> [STORED DATA]
>>>
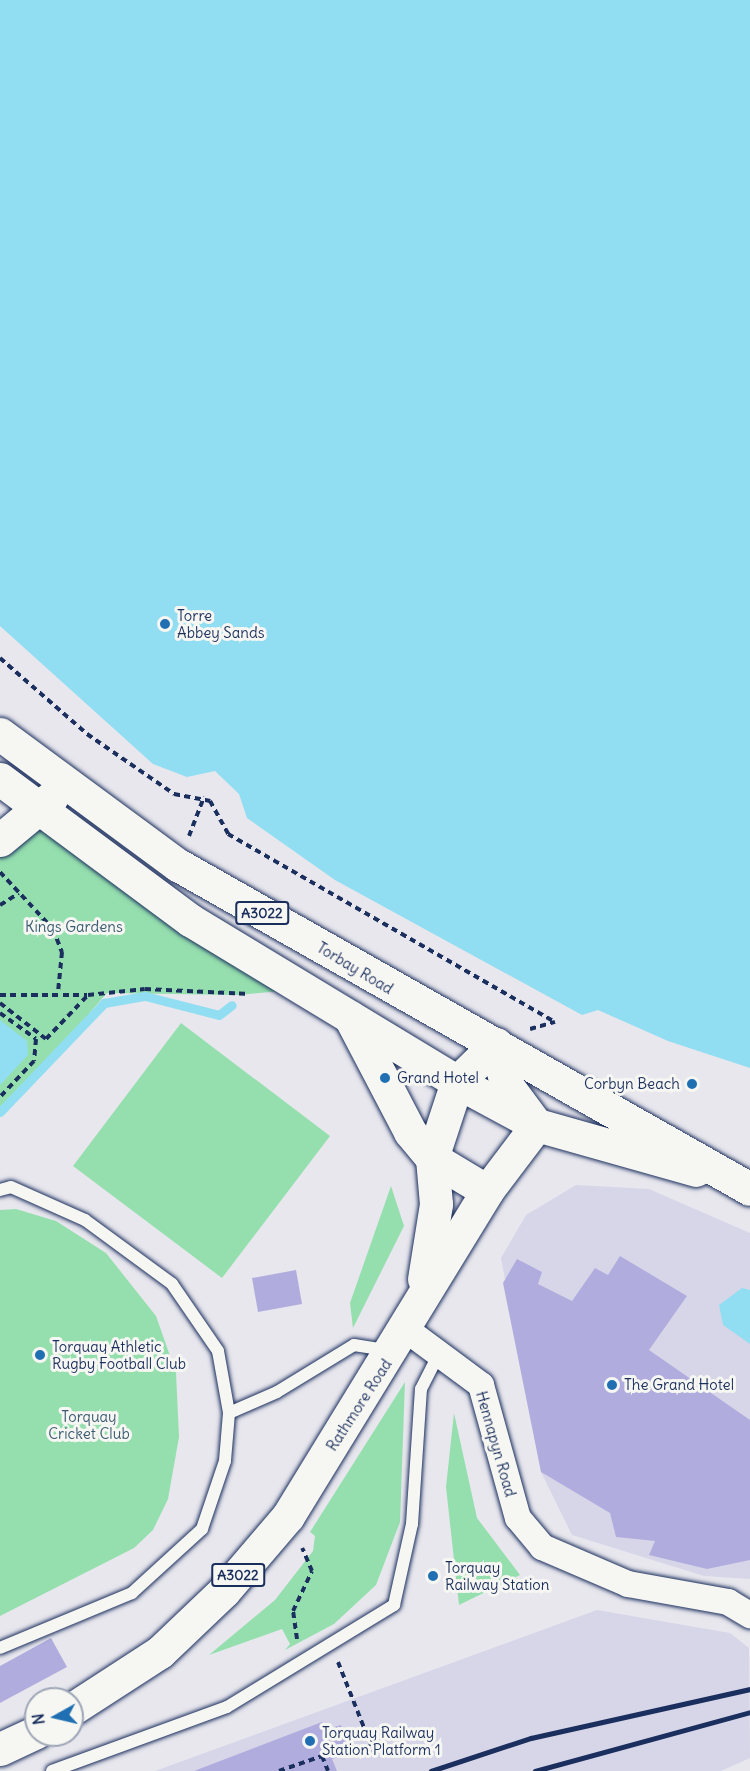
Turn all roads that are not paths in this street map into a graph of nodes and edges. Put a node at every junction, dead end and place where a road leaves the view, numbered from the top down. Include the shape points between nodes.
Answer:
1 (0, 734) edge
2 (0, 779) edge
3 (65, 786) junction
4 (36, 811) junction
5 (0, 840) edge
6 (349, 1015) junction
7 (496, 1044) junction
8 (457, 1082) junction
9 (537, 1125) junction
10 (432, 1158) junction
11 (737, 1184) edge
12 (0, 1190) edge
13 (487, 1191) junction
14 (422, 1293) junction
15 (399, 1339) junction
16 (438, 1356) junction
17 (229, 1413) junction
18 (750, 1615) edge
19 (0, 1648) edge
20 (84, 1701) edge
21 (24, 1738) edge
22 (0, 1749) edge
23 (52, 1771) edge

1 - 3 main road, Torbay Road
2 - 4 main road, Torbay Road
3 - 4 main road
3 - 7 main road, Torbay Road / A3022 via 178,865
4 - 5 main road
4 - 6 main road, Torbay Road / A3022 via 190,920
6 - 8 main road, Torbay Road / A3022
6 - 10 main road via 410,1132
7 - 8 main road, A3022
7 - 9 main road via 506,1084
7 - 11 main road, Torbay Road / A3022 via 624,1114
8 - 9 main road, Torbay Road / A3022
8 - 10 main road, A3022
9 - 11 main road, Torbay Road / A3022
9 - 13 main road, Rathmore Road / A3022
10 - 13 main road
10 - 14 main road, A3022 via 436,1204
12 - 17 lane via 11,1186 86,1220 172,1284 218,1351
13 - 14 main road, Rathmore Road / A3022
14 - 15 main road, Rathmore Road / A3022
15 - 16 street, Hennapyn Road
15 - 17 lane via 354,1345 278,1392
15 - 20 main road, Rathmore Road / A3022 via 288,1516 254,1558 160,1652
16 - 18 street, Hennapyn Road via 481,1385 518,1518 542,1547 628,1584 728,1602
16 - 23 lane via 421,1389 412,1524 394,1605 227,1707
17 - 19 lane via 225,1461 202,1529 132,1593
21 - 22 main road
<<<
Copy out all of the listing word for word, but skip the images.

Turn all roads that are not paths in this street map into a graph of nodes and edges. Put a node at every junction, dead end and place where a road leaves the view, numbered from the top down. Include the shape points between nodes.
Answer:
1 (0, 734) edge
2 (0, 779) edge
3 (65, 786) junction
4 (36, 811) junction
5 (0, 840) edge
6 (349, 1015) junction
7 (496, 1044) junction
8 (457, 1082) junction
9 (537, 1125) junction
10 (432, 1158) junction
11 (737, 1184) edge
12 (0, 1190) edge
13 (487, 1191) junction
14 (422, 1293) junction
15 (399, 1339) junction
16 (438, 1356) junction
17 (229, 1413) junction
18 (750, 1615) edge
19 (0, 1648) edge
20 (84, 1701) edge
21 (24, 1738) edge
22 (0, 1749) edge
23 (52, 1771) edge

1 - 3 main road, Torbay Road
2 - 4 main road, Torbay Road
3 - 4 main road
3 - 7 main road, Torbay Road / A3022 via 178,865
4 - 5 main road
4 - 6 main road, Torbay Road / A3022 via 190,920
6 - 8 main road, Torbay Road / A3022
6 - 10 main road via 410,1132
7 - 8 main road, A3022
7 - 9 main road via 506,1084
7 - 11 main road, Torbay Road / A3022 via 624,1114
8 - 9 main road, Torbay Road / A3022
8 - 10 main road, A3022
9 - 11 main road, Torbay Road / A3022
9 - 13 main road, Rathmore Road / A3022
10 - 13 main road
10 - 14 main road, A3022 via 436,1204
12 - 17 lane via 11,1186 86,1220 172,1284 218,1351
13 - 14 main road, Rathmore Road / A3022
14 - 15 main road, Rathmore Road / A3022
15 - 16 street, Hennapyn Road
15 - 17 lane via 354,1345 278,1392
15 - 20 main road, Rathmore Road / A3022 via 288,1516 254,1558 160,1652
16 - 18 street, Hennapyn Road via 481,1385 518,1518 542,1547 628,1584 728,1602
16 - 23 lane via 421,1389 412,1524 394,1605 227,1707
17 - 19 lane via 225,1461 202,1529 132,1593
21 - 22 main road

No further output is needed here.